BNK301 lancia un “orchestratore AI-native” per il settore bancario

BKN301 Orchestrator AI-native
Stiven Muccioli, Founder & CEO di BKN301

BKN301 ha annunciato il lancio di BKN301 Orchestrator AI-native, architettura governata pensata appositamente per le operazioni bancarie in cui convergono API Gateway, Data Decoupling e infrastruttura AI.

L’Orchestrator si compone di tre elementi. Il primo è l’API Gateway, punto di accesso unificato per core banking, pagamenti, KYC, AML, risk management e servizi di terze parti, vendor-agnostic e componibile. Il secondo è il Data Decoupling, che normalizza i dati e crea quella base strutturata che l'AI richiede per funzionare in modo affidabile, con una fonte governata e certificata.

Infine, l’infrastruttura AI, con un LLM proprietario integrato nell'Orchestrator, addestrato sul linguaggio e sui dati del settore bancario (clienti, conti, KYC, rischio di credito, esposizione sanzionatoria), non su documentazione aziendale generica. Disponibile anche on-premises, in modo che nessun dato esca dal perimetro della banca.

AI sovrana e compliant

Un’unica architettura sicura e progettata per ambienti regolamentati, che permette di modernizzare le operazioni core, valorizzare i dati per i progetti AI e gestire le API. E che risponde anche ai principi della AI Sovrana. Il centro della piattaforma è un LLM proprietario, eseguibile on-premise e offline, interamente all'interno del perimetro dell'istituzione, senza dipendenze da provider di AI esterni.

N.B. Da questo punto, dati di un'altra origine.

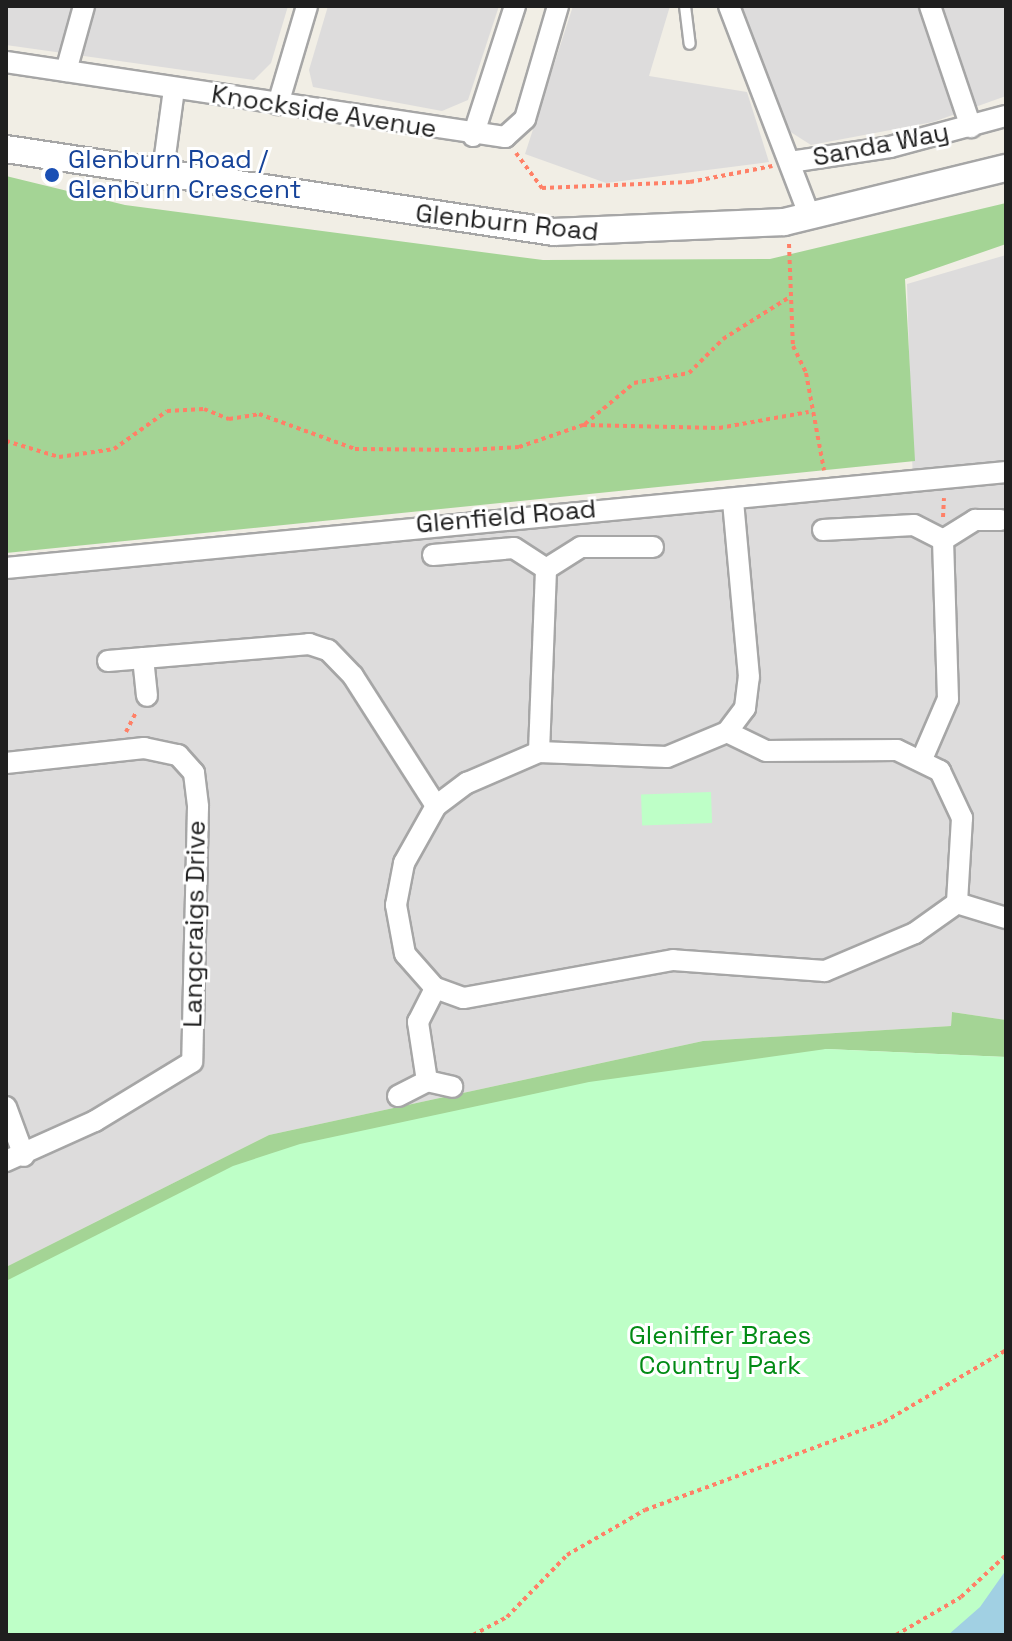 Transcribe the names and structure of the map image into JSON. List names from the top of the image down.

La normativa europea specifica, dal DORA all’AI Act, definisce infatti requisiti stringenti su storage e trattamento dei dati sensibili, nonché sulla gestione degli esiti generati dall’intelligenza artificiale. Soprattutto in processi critici e altamente regolati come valutazione del credito, KYC, AML, sanzioni, reporting regolamentare.

Per le banche, quindi, l’implementazione di soluzioni basate su intelligenza artificiale deve conciliarsi con la piena garanzia che dati e AI operino in un ambiente governato, affidabile e trasparente, sotto il pieno controllo istituzionale.

Da qui l’approccio di BKN301, che con Orchestrator vuole evitare di peggiorare la frammentazione dello stack tecnologico, evitando il rischio di output non governati, decisioni non spiegabili, audit trail che si interrompono quando l'AI entra in gioco.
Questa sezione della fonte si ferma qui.